Do I understand correctly that you want to make parsing depend on content that comes after the current parse position? If so, that’s quite outside of what Lezer is designed for (in fact, relying too much context that comes before is already usually a bad idea, since it will often prevent efficient incremental parsing from being possible). If this is needed for error checking, the recommended approach is to accept everything that is vaguely syntactically valid at the parser level, and if you want to warn the user about mistakes, do that in a higher level system, such as a linter that analyzes the syntax tree. In editor context, a failed parse isn’t much use to the user anyway—it’ll just screw up highlighting, not provide useful feedback.

jnovosadova-prgs · October 21, 2024, 6:51am

No, I do not want to make parsing dependent on the content after the current parse position, but on content before the current parse position. I will provide a more detailed example.

The language grammar is defined as a series of expression that are joined by logical operators. A single expression is defined as keyword field filedValue. There are several kinds of keywords and each field supports different subset of them. The fieldValue can either be a generally a data type or one of a list of values but they are not much relevant to the question, so I will not describe them in detail.

Let’s have a specific example. There are two fields defined as:

[
  {
    field: "flows",
    keywords: ["src"],
  },
  {
    field: "port",
    keywords: ["src", "dst"]
  }
]

Given these definitions, an expression dst port 5 is valid because field port supports dst keyword. But dst flows 4 is not valid, since flows field does not support dst keyword.

In external tokenizer, when parsing the keyword, I save the keyword in context tracker when it is accepted as a valid keyword (src or dst). On parsing of the field, I want to accept only fields that support given keyword, so I use the keyword stored in the context tracker to filter the fields that support it. Only those fields are accepted as valid tokens. And finally on fieldValue acceptance, I clear the keywords stored in the context tracker.

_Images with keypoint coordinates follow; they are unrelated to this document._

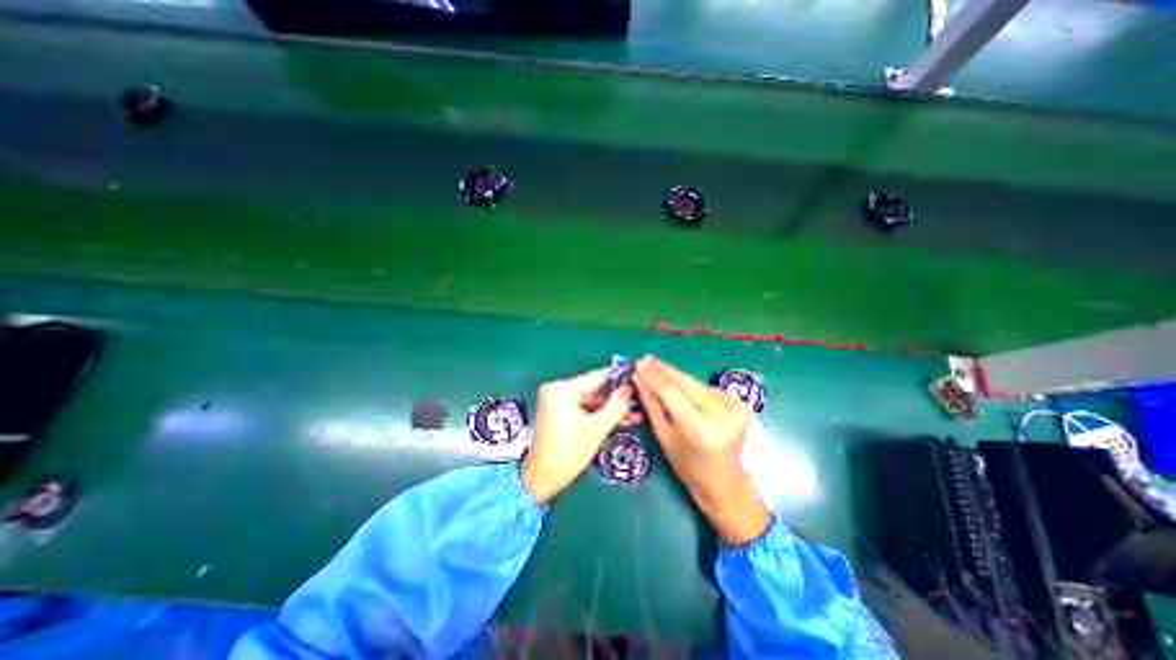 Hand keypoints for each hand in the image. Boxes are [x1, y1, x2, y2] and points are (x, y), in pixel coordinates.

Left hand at [517, 367, 637, 504]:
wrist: (542, 478)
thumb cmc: (567, 454)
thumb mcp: (596, 430)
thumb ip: (616, 406)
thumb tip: (629, 388)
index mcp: (561, 390)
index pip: (596, 377)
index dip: (619, 380)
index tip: (638, 383)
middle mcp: (557, 389)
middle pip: (595, 388)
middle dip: (617, 398)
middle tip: (639, 404)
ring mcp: (558, 399)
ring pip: (593, 399)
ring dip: (611, 408)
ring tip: (635, 415)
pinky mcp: (561, 409)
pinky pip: (586, 407)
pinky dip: (600, 413)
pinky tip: (620, 419)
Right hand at [633, 358, 772, 542]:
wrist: (724, 480)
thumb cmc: (687, 465)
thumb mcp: (664, 436)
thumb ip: (651, 404)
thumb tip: (638, 378)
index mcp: (700, 430)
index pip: (671, 393)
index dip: (653, 376)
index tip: (638, 364)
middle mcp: (722, 416)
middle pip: (686, 382)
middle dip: (663, 369)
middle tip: (645, 359)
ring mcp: (735, 408)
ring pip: (696, 383)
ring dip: (675, 375)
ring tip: (656, 367)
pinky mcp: (741, 404)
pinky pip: (707, 388)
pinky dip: (691, 385)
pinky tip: (678, 383)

Is it a bad idea to use the context tracker for this purpose? If so, what would be suitable use case for the context tracker and a better approach to parsing this?

I mainly run into issues with this approach when the user decides to e.g. delete a keyword after it is accepted and starts typing anew, because now I have the keyword stored in the context tracker even though it should no longer apply. So my original question was how I can clear the context tracker in this situation.

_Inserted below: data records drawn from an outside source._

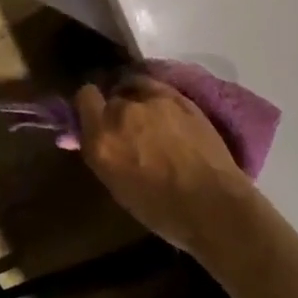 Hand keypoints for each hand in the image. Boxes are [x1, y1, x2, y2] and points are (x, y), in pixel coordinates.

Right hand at [74, 74, 259, 256]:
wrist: (212, 205)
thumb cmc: (161, 210)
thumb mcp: (118, 186)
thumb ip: (102, 153)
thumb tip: (93, 137)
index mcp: (101, 139)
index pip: (84, 98)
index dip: (90, 106)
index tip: (97, 117)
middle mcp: (121, 113)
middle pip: (112, 96)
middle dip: (116, 110)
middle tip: (129, 129)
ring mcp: (151, 101)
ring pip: (135, 88)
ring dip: (138, 101)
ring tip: (151, 119)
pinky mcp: (177, 96)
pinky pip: (156, 86)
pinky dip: (156, 96)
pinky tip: (165, 112)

marijn · October 21, 2024, 7:20am

That sounds like a reasonable way to use a context. I assume there is some production wrapping the keyword field value syntax. If you make your context’s reduce handler reset it to whatever value you represent the empty context with when such a node is reduced, that should take care of clearing it after the expression. Since contexts are recomputed on re-parse, deleting a keyword shouldn’t cause any issues.

jnovosadova-prgs · October 21, 2024, 11:43am

Thank you, that makes sense but I do not know how to write the shift/reduce logic. Is there somewhere some example code that would do something like this? Specifically I do not know how to e.g. detect that the src token was removed because the user deleted the c at the end.

marijn · October 21, 2024, 11:55am

You don’t detect changes. A context is run alongside a parse, the parser re-parses when a change happens, so a context doesn’t concern itself with actual edits. If you’re using a context, surely you are defining shift or reduce handlers in your context tracker?

jnovosadova-prgs · October 21, 2024, 12:00pm

I currently do not use the shift and reduce at all, I am handling the context updates in the external tokenizers. E.g. for src:

export const src = new ExternalTokenizer(
    (input, stack: {context: ContextType}) => {
        processInput(input, read => {
            if (read === "src") {
                input.acceptToken(Src, 1);

                if (!stack.context.lastSrcDst.includes(read)) {
                    stack.context.lastSrcDst.push(read);
                }
            }
        });
    }
);

Based on you comments, I assume this is wrong?

marijn · October 21, 2024, 12:17pm

Very. Contexts should be immutable values. Mutating them isn’t safe.

jnovosadova-prgs · October 21, 2024, 12:52pm

So how should I properly update the context?

marijn · October 21, 2024, 1:06pm

Read the docs I linked and the indentation-sensitive grammar example. You return a new context from the handlers defined in the context tracker.